Il sorpasso riguarderà prima di tutti le aziende: già all’inizio di ottobre 2020, NextEra Energy aveva superato la connazionale ExxonMobil per capitalizzazione di mercato; Enel ha già una capitalizzazione maggiore di Eni (103 miliardi contro 37); lo stesso vale per Iberdrola con Repsol (87 miliardi contro 15) e per Ørsted con BP (76 contro 71).
Merito anche degli investitori, i quali non vedono più nelle rinnovabili un mercato rischioso, anzi. D’altronde, sempre secondo Bloomberg, per il 2050 l’eolico e il solare genereranno il 56 per cento dell’elettricità a livello globale, contro il 9 per cento circa attuale.

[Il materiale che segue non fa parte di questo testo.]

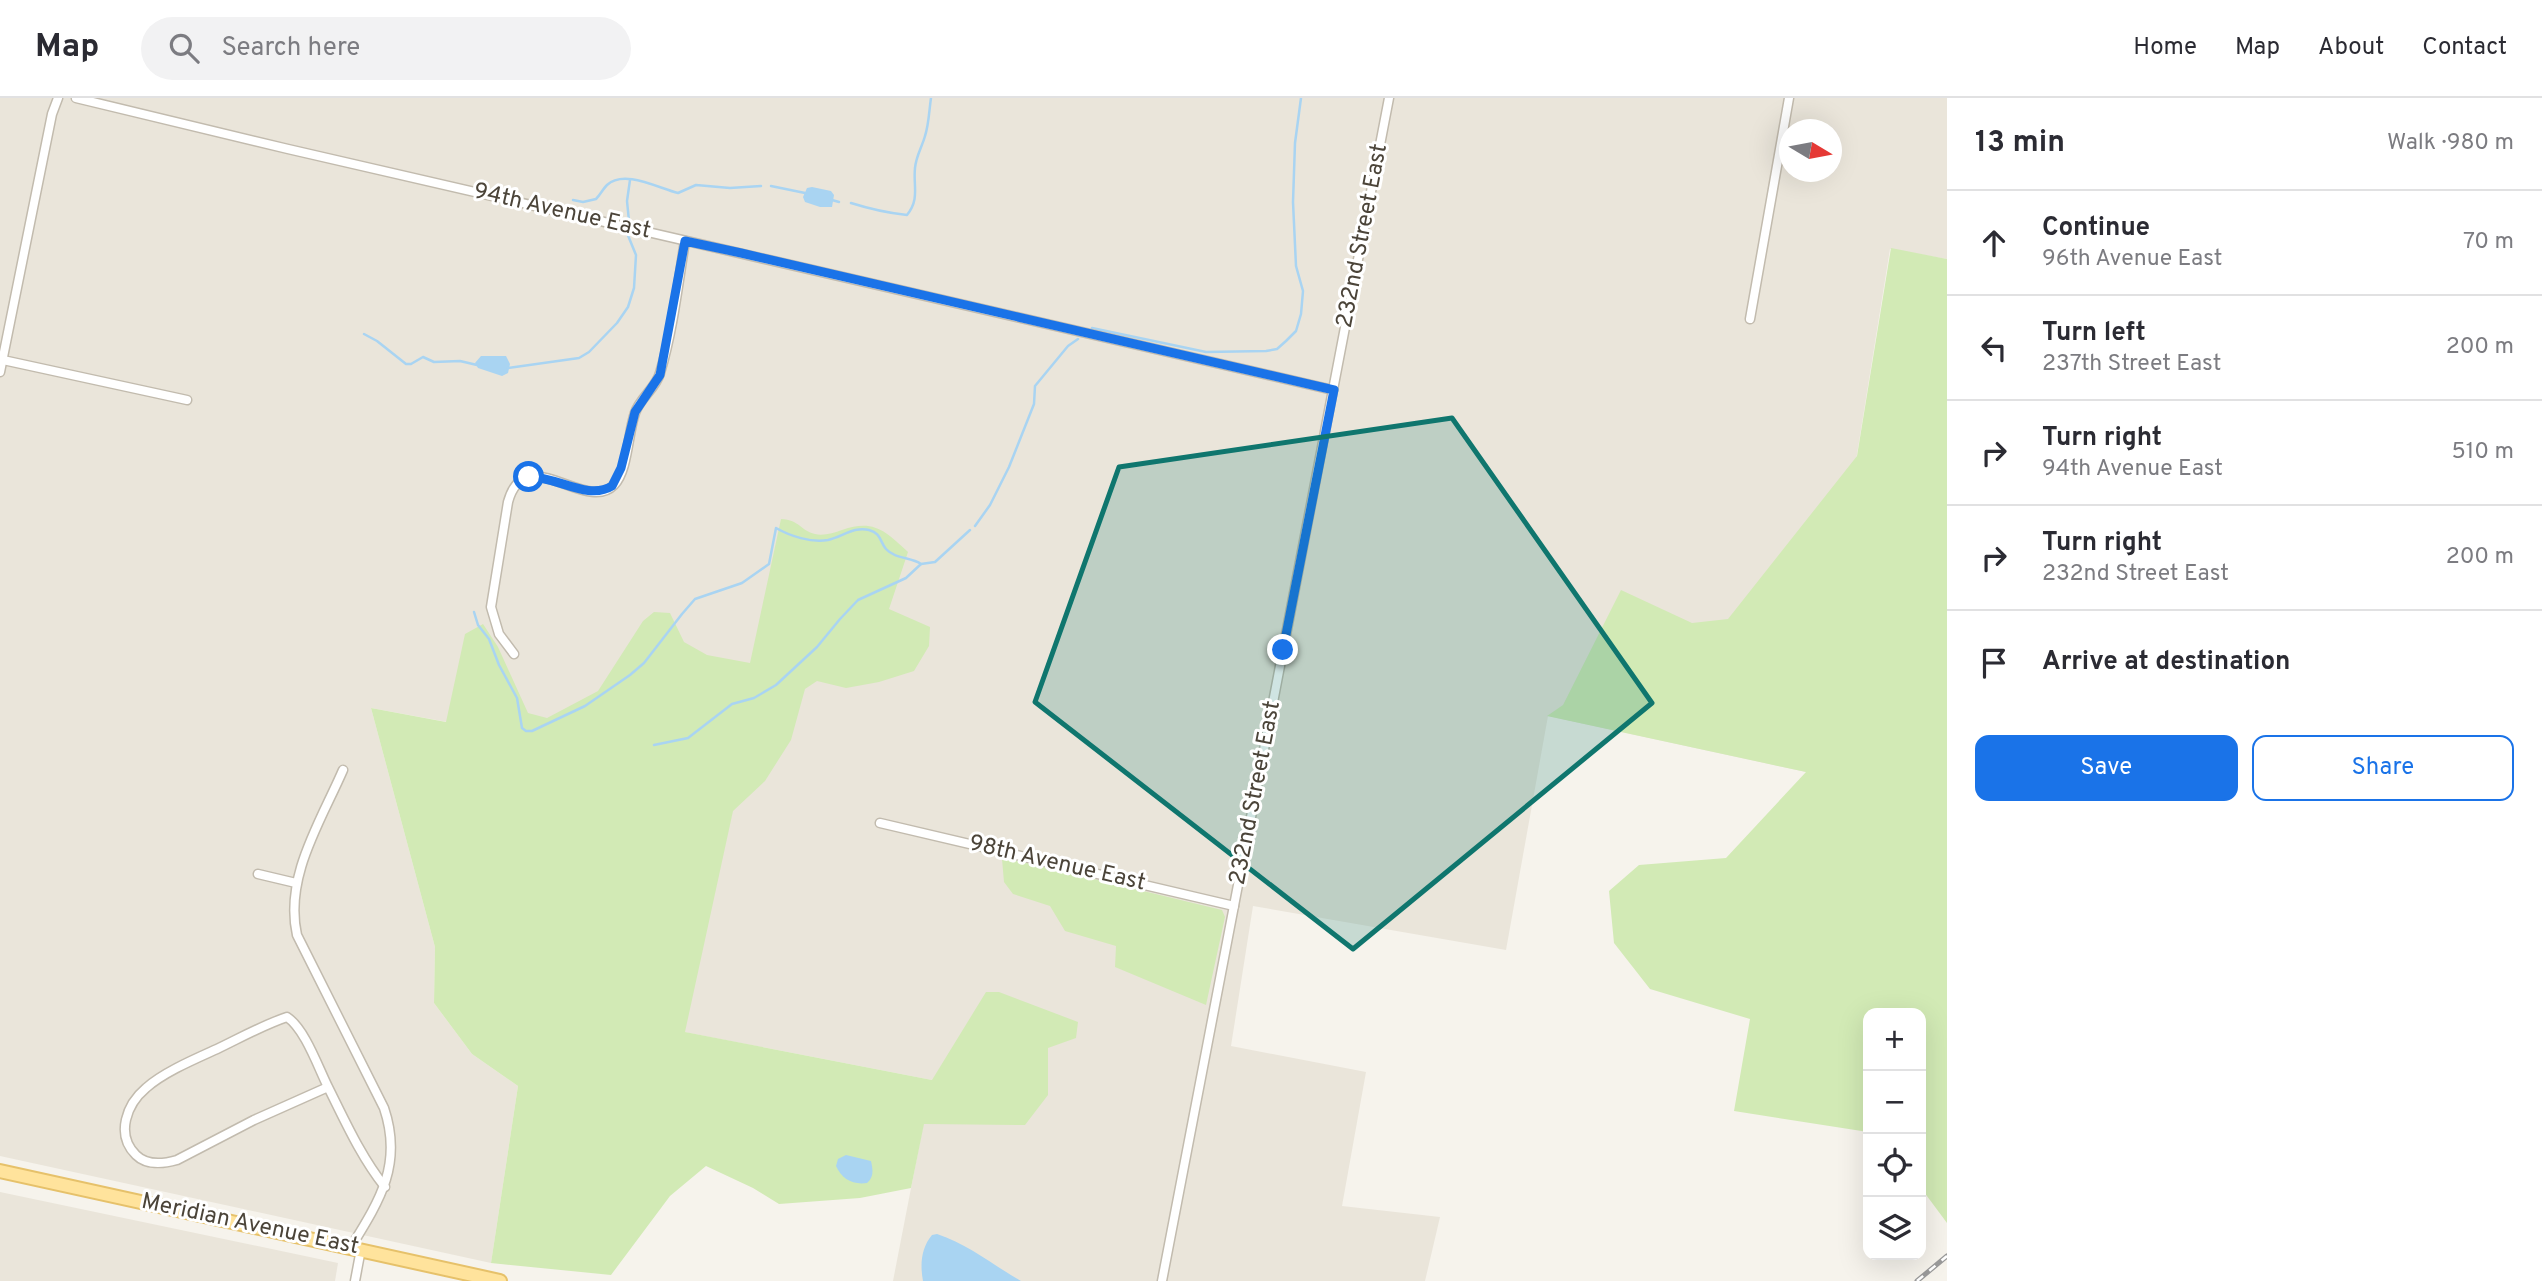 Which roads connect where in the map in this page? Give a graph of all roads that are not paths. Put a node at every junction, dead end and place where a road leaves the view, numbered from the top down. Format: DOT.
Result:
graph roads {
  1 [pos="58,98"];
  2 [pos="76,98"];
  3 [pos="1389,98"];
  4 [pos="1789,98"];
  5 [pos="685,241"];
  6 [pos="1750,319"];
  7 [pos="3,360"];
  8 [pos="0,372"];
  9 [pos="1334,390"];
  10 [pos="187,400"];
  11 [pos="514,654"];
  12 [pos="343,770"];
  13 [pos="880,823"];
  14 [pos="258,874"];
  15 [pos="296,883"];
  16 [pos="1234,906"];
  17 [pos="328,1087"];
  18 [pos="0,1171"];
  19 [pos="385,1187"];
  20 [pos="356,1248"];
  21 [pos="355,1281"];
  22 [pos="500,1281"];
  23 [pos="1162,1281"];
  1 -- 7 [label="street"];
  2 -- 5 [label="street, 94th Avenue East"];
  3 -- 9 [label="street, 232nd Street East"];
  4 -- 6 [label="street"];
  5 -- 9 [label="street, 94th Avenue East"];
  5 -- 11 [label="street"];
  7 -- 8 [label="street"];
  7 -- 10 [label="street"];
  9 -- 16 [label="street, 232nd Street East"];
  12 -- 15 [label="street"];
  13 -- 16 [label="street, 98th Avenue East"];
  14 -- 15 [label="street"];
  15 -- 19 [label="street"];
  16 -- 23 [label="street, 232nd Street East"];
  17 -- 17 [label="street"];
  17 -- 19 [label="street"];
  18 -- 20 [label="main road, Meridian Avenue East"];
  19 -- 20 [label="street"];
  20 -- 21 [label="street"];
  20 -- 22 [label="main road, Meridian Avenue East"];
} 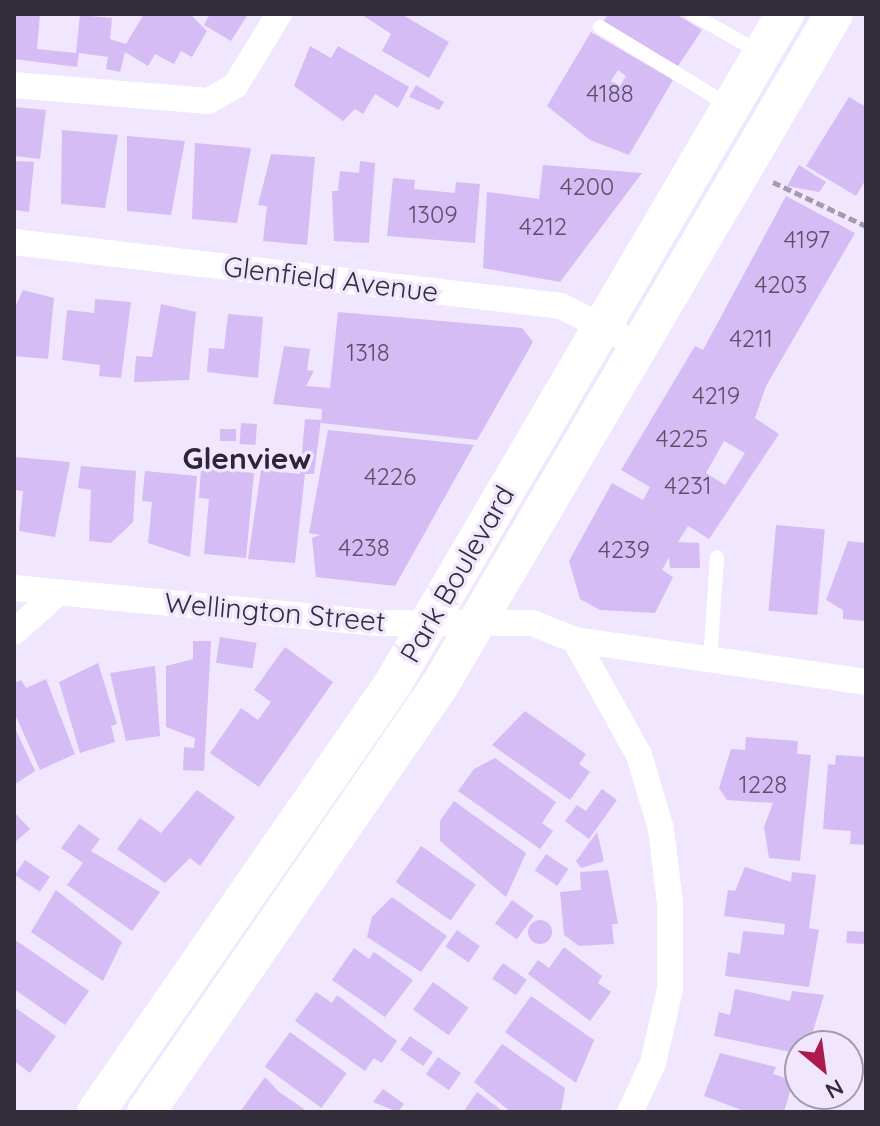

C’è da dire che molte di queste clean supermajors contano ancora su diversi gigawatt di elettricità prodotti grazie ai combustibili fossili, quali gas e petrolio. Ad esempio, il 40 per cento circa della capacità installata di Enel (che in Europa rappresenta l’utility più grande) è ancora rappresentata da idrocarburi. L’azienda ha dichiarato che vuole diminuire la generazione dal carbone del 74 per cento entro il 2022 e più che raddoppiare la propria capacità rinnovabile entro il 2030.
Ma c’è chi punta ancora sul futuro del petrolio
Il petrolio non sparirà da un momento all’altro ma l’obiettivo, a questo punto, è rendere quello ancora estraibile non più conveniente (dal punto di vista economico, perché da quello ambientale non lo è già da un pezzo).
La transizione energetica spingerà le “Big Oil” a rivedere i propri piani di investimento, quindi? L’Eni, per esempio, ha già detto che ridurrà sempre di più le proprie emissioni nette di anidride carbonica e per farlo si focalizzerà su altre fonti, tra le quali - oltre alle rinnovabili - il gas naturale, il biometano e la bioraffinazione.
Annunci di questo tipo si sono moltiplicati negli anni. Ma mentre la britannica BP ha dichiarato di voler ridurre il proprio output di gas e petrolio del 40 per cento entro il 2030, al contrario Exxon vuole aumentarlo di un terzo.
La società non nega i cambiamenti climatici ma, secondo i suoi piani, di petrolio ne avremo bisogno ancora per un bel po’.